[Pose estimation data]
========

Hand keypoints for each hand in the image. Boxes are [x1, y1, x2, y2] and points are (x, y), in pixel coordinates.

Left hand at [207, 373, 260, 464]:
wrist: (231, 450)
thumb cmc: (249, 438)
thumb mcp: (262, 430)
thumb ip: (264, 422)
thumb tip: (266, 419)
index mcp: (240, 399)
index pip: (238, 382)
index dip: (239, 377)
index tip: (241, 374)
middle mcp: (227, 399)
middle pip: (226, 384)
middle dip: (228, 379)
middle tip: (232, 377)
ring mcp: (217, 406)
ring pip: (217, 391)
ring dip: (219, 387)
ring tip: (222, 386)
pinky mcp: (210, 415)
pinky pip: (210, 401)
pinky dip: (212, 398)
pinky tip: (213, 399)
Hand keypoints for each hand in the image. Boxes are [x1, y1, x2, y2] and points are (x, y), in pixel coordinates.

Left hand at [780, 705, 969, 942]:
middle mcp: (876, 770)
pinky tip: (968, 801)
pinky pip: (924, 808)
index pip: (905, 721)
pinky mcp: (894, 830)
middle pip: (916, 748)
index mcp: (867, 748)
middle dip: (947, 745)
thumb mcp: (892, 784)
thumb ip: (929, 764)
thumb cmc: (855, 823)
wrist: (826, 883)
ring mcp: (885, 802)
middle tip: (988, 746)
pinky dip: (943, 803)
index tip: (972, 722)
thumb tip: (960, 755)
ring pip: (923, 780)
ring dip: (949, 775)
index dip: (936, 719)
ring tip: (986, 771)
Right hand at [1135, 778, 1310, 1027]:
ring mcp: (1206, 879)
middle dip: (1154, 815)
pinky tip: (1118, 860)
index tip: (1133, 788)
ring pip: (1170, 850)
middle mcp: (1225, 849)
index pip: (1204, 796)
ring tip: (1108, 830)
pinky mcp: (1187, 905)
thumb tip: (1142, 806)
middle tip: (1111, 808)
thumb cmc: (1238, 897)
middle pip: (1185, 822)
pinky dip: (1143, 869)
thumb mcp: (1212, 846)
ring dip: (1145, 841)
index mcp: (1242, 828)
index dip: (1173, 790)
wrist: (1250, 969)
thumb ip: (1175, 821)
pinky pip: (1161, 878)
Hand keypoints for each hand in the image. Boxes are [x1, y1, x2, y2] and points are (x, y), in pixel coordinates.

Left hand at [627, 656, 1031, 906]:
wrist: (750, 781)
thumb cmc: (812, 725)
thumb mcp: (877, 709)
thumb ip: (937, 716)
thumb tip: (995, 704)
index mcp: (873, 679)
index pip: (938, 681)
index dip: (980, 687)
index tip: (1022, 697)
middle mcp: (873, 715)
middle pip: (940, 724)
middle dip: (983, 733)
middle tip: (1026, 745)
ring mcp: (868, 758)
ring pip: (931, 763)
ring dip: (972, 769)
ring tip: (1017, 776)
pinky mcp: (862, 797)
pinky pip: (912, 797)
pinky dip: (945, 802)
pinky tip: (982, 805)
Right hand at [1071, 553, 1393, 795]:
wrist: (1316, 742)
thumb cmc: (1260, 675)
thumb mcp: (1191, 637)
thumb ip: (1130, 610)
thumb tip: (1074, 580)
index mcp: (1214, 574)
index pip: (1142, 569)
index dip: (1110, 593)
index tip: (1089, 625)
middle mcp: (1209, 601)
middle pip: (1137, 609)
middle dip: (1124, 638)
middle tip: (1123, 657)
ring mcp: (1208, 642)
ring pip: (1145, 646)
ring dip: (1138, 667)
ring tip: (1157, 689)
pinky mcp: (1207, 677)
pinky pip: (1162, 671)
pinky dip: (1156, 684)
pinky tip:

========

WHAT IS BEING ASKED: Would you please copy every line of the data exactly?

WRITTEN REPLY:
Hand keypoints for each hand in the image. Boxes are [x1, y1, x2, y2] and points are (x, y), in pixel coordinates.

Left hand at [207, 373, 260, 464]:
wrist: (231, 450)
thumb cmc: (249, 438)
thumb mcp: (262, 430)
thumb ip: (264, 422)
thumb tip: (266, 419)
index mcp: (240, 399)
index pip: (238, 382)
index dip: (239, 377)
index tip: (241, 374)
middle mcp: (227, 399)
middle pip: (226, 384)
middle dip: (228, 379)
middle tip: (232, 377)
ring mcp: (217, 406)
ring pip: (217, 391)
ring dip: (219, 387)
ring tip: (222, 386)
pinky mcp: (210, 415)
pinky pip: (210, 401)
pinky dip: (212, 398)
pinky tip: (213, 399)
Hand keypoints for each hand in the image. Boxes are [x1, y1, x2, y2] and points are (x, y), in pixel coordinates.

Left hand at [780, 705, 969, 942]:
middle mcp: (876, 770)
pinky tip: (968, 801)
pinky pip: (924, 808)
index pip: (905, 721)
pinky mcp: (894, 830)
middle pip: (916, 748)
index mcp: (867, 748)
middle dip: (947, 745)
thumb mcp: (892, 784)
thumb ip: (929, 764)
thumb cmc: (855, 823)
wrist: (826, 883)
ring mcp: (885, 802)
middle tip: (988, 746)
pinky dip: (943, 803)
index tip: (972, 722)
thumb tip: (960, 755)
ring pip: (923, 780)
ring dip: (949, 775)
index dip: (936, 719)
ring tip: (986, 771)
Right hand at [1135, 778, 1310, 1027]:
ring mcp: (1206, 879)
middle dip: (1154, 815)
pinky tip: (1118, 860)
index tip: (1133, 788)
ring pip: (1170, 850)
middle mcp: (1225, 849)
index pip: (1204, 796)
ring tip: (1108, 830)
pinky mcp: (1187, 905)
thumb tip: (1142, 806)
middle tip: (1111, 808)
thumb cmc: (1238, 897)
middle pip: (1185, 822)
pinky dip: (1143, 869)
thumb mcp: (1212, 846)
ring dip: (1145, 841)
index mcp: (1242, 828)
index dip: (1173, 790)
wrist: (1250, 969)
thumb ip: (1175, 821)
pinky pip: (1161, 878)
Hand keypoints for each hand in the image. Boxes are [x1, y1, x2, y2] and points are (x, y), in pixel coordinates.

Left hand at [627, 656, 1031, 906]:
wrist: (750, 781)
thumb cmc: (812, 725)
thumb mcp: (877, 709)
thumb ip: (937, 716)
thumb tip: (995, 704)
index mcp: (873, 679)
index pip: (938, 681)
index dip: (980, 687)
index tip: (1022, 697)
middle mcp: (873, 715)
middle pip: (940, 724)
middle dip: (983, 733)
middle tip: (1026, 745)
ring mcp: (868, 758)
ring pip: (931, 763)
ring dip: (972, 769)
ring tip: (1017, 776)
pinky mcp: (862, 797)
pinky pip: (912, 797)
pinky dip: (945, 802)
pinky tip: (982, 805)
Right hand at [1071, 553, 1393, 795]:
wrist: (1316, 742)
thumb cmc: (1260, 675)
thumb mcp: (1191, 637)
thumb ip: (1130, 610)
thumb tip: (1074, 580)
index mcp: (1214, 574)
index pip: (1142, 569)
index dip: (1110, 593)
index tip: (1089, 625)
middle mcp: (1209, 601)
middle pip: (1137, 609)
middle dip: (1124, 638)
middle tip: (1123, 657)
ring mcp: (1208, 642)
ring pip: (1145, 646)
ring dip: (1138, 667)
ring tip: (1157, 689)
pinky mcp: (1207, 677)
pinky pip: (1162, 671)
pinky dip: (1156, 684)
pinky tip:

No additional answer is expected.